- INPUT DATA
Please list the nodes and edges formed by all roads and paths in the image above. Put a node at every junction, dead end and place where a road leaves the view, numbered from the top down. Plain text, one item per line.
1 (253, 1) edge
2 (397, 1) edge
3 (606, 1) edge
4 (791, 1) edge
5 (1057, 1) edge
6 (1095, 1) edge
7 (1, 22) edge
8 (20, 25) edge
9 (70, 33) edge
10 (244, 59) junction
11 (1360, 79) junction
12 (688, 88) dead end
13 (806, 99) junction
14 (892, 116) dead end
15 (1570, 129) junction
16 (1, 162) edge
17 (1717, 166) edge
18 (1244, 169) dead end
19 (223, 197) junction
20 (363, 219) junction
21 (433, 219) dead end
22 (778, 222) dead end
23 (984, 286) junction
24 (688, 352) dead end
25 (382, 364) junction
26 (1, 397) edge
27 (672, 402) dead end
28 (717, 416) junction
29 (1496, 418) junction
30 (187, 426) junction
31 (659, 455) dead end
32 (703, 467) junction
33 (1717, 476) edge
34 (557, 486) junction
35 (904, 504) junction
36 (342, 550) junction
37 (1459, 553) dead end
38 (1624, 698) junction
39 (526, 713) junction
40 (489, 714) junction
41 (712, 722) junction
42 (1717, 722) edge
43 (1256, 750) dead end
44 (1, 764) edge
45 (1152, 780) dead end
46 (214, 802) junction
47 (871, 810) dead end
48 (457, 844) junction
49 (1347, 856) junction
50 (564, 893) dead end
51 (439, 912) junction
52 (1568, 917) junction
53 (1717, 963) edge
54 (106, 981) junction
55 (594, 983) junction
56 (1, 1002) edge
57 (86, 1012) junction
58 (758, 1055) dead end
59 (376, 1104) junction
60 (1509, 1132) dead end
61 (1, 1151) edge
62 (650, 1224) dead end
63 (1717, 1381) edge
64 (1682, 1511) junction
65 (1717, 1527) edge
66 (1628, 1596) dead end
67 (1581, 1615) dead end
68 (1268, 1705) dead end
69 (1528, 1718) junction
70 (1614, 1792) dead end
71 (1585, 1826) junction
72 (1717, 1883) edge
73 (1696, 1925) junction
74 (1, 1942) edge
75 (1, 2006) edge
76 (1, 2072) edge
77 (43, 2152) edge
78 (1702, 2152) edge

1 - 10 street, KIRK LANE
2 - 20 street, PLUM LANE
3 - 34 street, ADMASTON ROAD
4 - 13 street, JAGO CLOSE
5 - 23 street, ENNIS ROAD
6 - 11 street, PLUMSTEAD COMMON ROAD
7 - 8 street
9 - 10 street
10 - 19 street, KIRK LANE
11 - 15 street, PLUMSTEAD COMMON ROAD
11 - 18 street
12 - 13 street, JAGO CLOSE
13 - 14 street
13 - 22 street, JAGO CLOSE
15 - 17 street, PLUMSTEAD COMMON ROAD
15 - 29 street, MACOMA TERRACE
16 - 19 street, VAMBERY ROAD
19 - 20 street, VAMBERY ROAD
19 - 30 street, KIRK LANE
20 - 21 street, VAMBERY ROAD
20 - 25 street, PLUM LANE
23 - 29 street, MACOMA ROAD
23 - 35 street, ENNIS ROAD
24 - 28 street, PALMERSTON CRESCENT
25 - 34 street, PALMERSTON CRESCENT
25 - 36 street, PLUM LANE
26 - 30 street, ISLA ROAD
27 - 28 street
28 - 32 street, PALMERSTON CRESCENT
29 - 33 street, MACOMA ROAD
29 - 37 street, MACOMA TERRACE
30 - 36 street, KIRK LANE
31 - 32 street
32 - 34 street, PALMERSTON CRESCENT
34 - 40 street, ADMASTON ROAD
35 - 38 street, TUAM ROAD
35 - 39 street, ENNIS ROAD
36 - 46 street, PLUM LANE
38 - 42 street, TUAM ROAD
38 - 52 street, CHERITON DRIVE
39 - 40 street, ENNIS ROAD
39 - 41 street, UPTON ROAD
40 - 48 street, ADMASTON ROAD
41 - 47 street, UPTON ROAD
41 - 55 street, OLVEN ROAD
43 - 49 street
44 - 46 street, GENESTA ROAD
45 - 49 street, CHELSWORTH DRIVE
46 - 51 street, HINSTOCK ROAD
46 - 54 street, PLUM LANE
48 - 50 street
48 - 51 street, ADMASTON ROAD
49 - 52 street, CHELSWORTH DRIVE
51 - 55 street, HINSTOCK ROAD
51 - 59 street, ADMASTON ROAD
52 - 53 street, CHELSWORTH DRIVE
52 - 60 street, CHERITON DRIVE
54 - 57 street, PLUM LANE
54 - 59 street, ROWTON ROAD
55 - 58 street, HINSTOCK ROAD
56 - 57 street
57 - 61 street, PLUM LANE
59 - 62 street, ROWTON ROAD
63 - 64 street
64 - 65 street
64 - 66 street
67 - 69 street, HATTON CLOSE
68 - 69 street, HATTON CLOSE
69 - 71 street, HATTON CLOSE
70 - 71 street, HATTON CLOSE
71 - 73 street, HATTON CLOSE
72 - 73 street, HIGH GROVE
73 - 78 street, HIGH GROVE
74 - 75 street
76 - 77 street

- WORK REQUIRED
Going through the data above, state how many lines include the word "PLUMSTEAD"; only that number is needed.

- EXERCISE RESPONSE
3